“We’re really in supply-chain development. We’re not studying it anymore. Compared to other supply chains that other big industries use, this is relatively straightforward,” he said.
Both DuPont and Abengoa have forged contracts with large farmers to take a portion of the stover left on their corn fields, leaving enough to restore soil health. DuPont estimates there is enough extra stover to make between 1 billion and 2 billion gallons of ethanol annually.
“The encouraging thing to me is that farmers really like it. It works well in the farmer’s operation. They can see it is sustainable in their operation, and it is something they can continue doing,” said Jan Koninckx, DuPont’s global business director for bio-refineries.

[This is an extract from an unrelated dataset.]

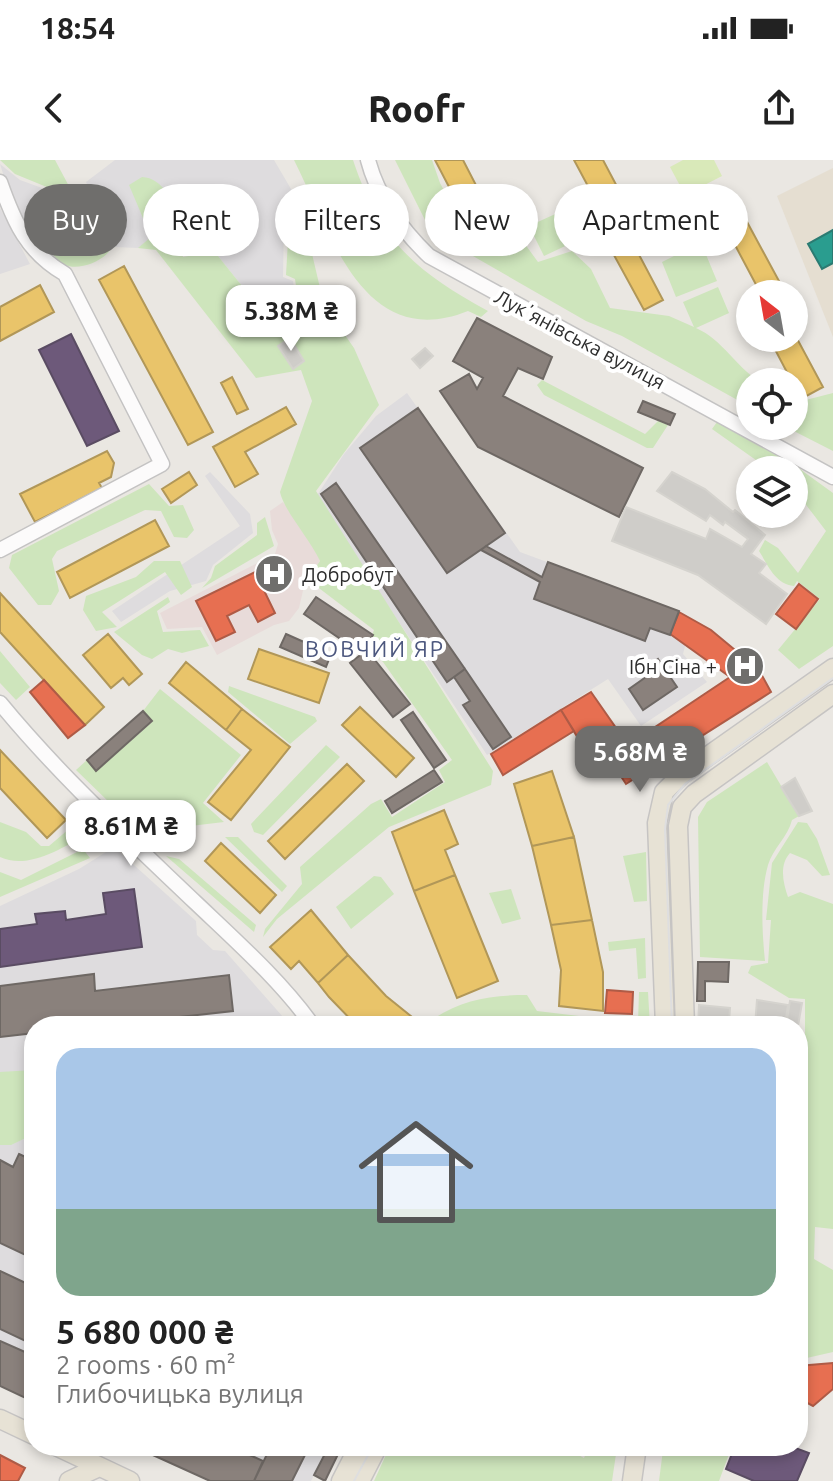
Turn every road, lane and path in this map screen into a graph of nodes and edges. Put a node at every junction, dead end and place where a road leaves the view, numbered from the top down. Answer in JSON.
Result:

A pullback now from the fuel standards, just as profit margins change because of soaring corn prices, could be disastrous. And not just for producers.
“Today ethanol sells for 60 cents per gallon less than gasoline at the rack, so every gallon of ethanol lost will cost the consumer at the pump,” Standlee said. “Recent studies indicate total consumer savings generated by ethanol in 2011 were between 84 cents and $1.07 per gallon.”
Ethanol producers fear some in Congress, at the behest of the oil lobby, may undo incentives such as the fuel standard that helped build an industry from scratch.
“We don’t want change to impact the investment in cellulosic,” said Standlee.
Added DuPont’s Koninckx, “We wouldn’t work on this if we thought it would be permanently dependent on government support.”
To turn a profit on cellulosic ethanol, producers need to see crude oil trading at a floor price of $70 or $80 a barrel, he said, confident that ambitious goals for cellulosic ethanol can be met.
“If you put yourself back in 2005, you’d say, ’I’m not sure that could ever be done.’ But it was done. I think (the goal) is quite doable,” Koninckx said.